Speaking of polls, everyone's favorite political psychoanalyst, Slavoj Zizek, said this in a recent talk:

>An act is thus the intervention which goes against the predominant
>opinion; to put it in the old Platonic terms, it asserts Truth
>against the mere doxa. Here, however, the gap that separates us from
>Plato, i.e. the absence of the dimension of subjectivity in Plato,
>becomes palpable: to put it in (inappropriate) modern terms, in
>Plato, opinions are "merely subjective," while Truth is "objective,"
>it renders the actual state of things. In the space of modern
>subjectivity, however, the relationship is inverted: doxa is
>"objective," it registers how things "really are," opinion polls
>tell us what people think, while the act intervenes into this actual
>state of things with a subjective wager. Let us imagine a situation
>in which one has to take a radical measure which may appear
>"unpopular" according to the opinion polls. The mistake of the
>opinion polls is that they forget to comprehend the impact on the
>opinion of the "unpopular" gesture itself: AFTER this gesture is
>accomplished, the opinion is not the same as BEFORE. The clear
>negative examples is the candidacy of Edward Kennedy for American
>Presidency: before he formally announced it, he was a sure winner in
>the polls, but the moment he formally proclaimed his candidacy, i.e.
>the moment voters had effectively to take into account the ACTUAL
>FACT of his candidacy, his support quickly vanished.

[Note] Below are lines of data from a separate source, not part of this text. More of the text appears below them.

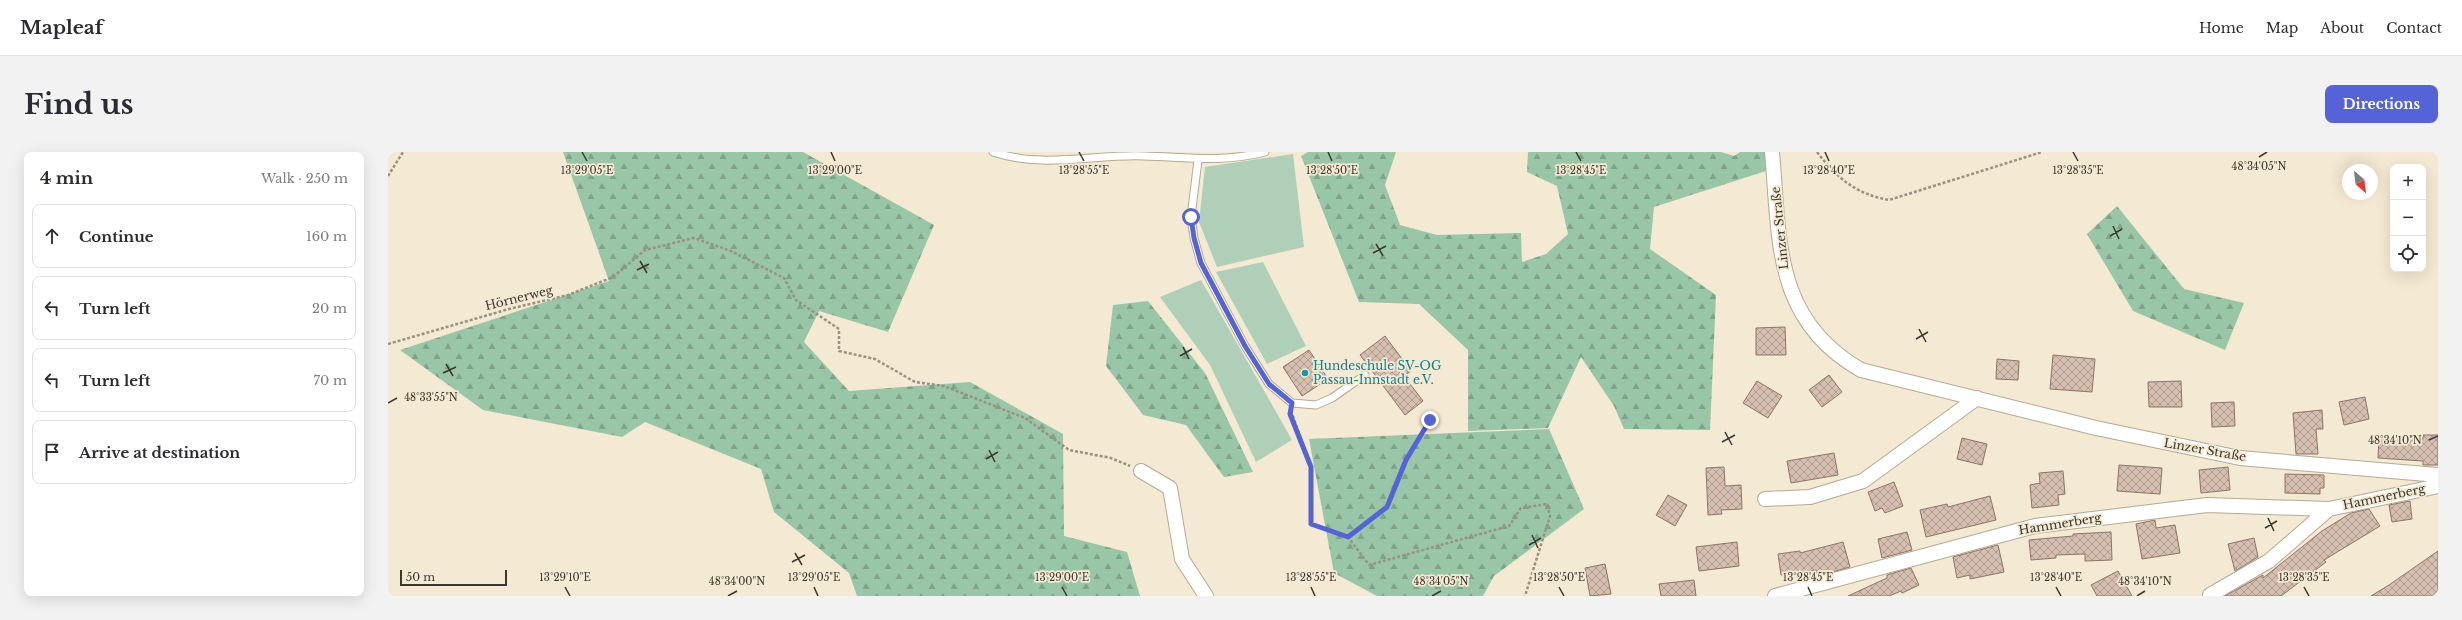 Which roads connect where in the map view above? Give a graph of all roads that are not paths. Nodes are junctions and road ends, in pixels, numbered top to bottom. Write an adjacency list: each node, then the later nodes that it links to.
1 (993, 152): 4 (lane)
2 (1265, 152): 4 (lane)
3 (1772, 152): 6 (street, Linzer Straße)
4 (1198, 160): 5 (lane)
5 (1365, 375)
6 (1977, 398): 8 (street, Linzer Straße); 10 (street)
7 (1141, 471): 13 (street)
8 (2438, 475)
9 (2438, 486): 11 (street, Hammerberg)
10 (1765, 500)
11 (2329, 509): 12 (street, Hammerberg); 14 (street, Hammerberg)
12 (2210, 595)
13 (1206, 596)
14 (1775, 596) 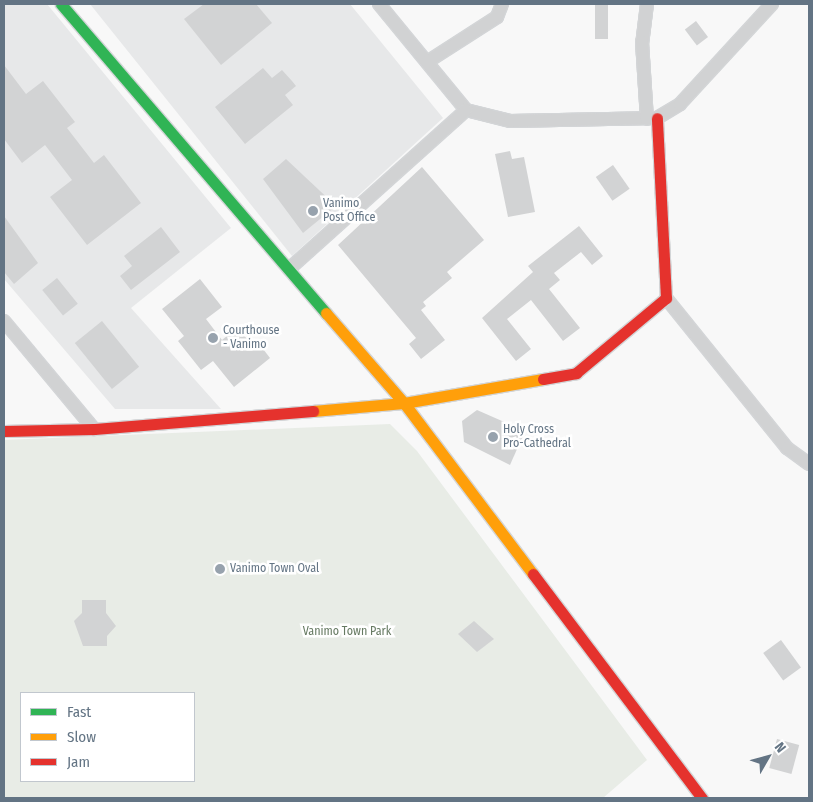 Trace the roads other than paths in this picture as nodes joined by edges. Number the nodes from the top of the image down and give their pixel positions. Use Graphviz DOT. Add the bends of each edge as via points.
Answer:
graph roads {
  1 [pos="61,4"];
  2 [pos="379,4"];
  3 [pos="502,4"];
  4 [pos="647,4"];
  5 [pos="772,4"];
  6 [pos="427,62"];
  7 [pos="466,110"];
  8 [pos="652,118"];
  9 [pos="289,269"];
  10 [pos="666,298"];
  11 [pos="4,320"];
  12 [pos="404,403"];
  13 [pos="94,429"];
  14 [pos="4,431"];
  15 [pos="809,464"];
  16 [pos="702,798"];
  1 -- 9 [label="street"];
  2 -- 6 [label="street"];
  3 -- 6 [label="street" via="498,17"];
  4 -- 8 [label="street" via="642,42"];
  5 -- 8 [label="street" via="680,104"];
  6 -- 7 [label="street"];
  7 -- 8 [label="street" via="510,121"];
  7 -- 9 [label="street"];
  8 -- 10 [label="street"];
  9 -- 12 [label="street"];
  10 -- 12 [label="street" via="576,373"];
  10 -- 15 [label="street" via="787,448"];
  11 -- 13 [label="street"];
  12 -- 13 [label="street"];
  12 -- 16 [label="street"];
  13 -- 14 [label="street"];
}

Another
>imagined case would have been that of a popular charismatic leader
>who blackmails his party: if you do not follow my politics, I'll
>drop you, and the opinion polls show that, if I drop you, you will
>loss half the votes... Here, the act would have been to do PRECISELY
>THIS, to take the leader at his word and provoke him to quit: such a
>gesture MAY change the whole public perception of the party from a
>bunch of compromisers kept in check by the leader to a political
>body with a consistent principled stance, and thus turn around the
>opinion itself.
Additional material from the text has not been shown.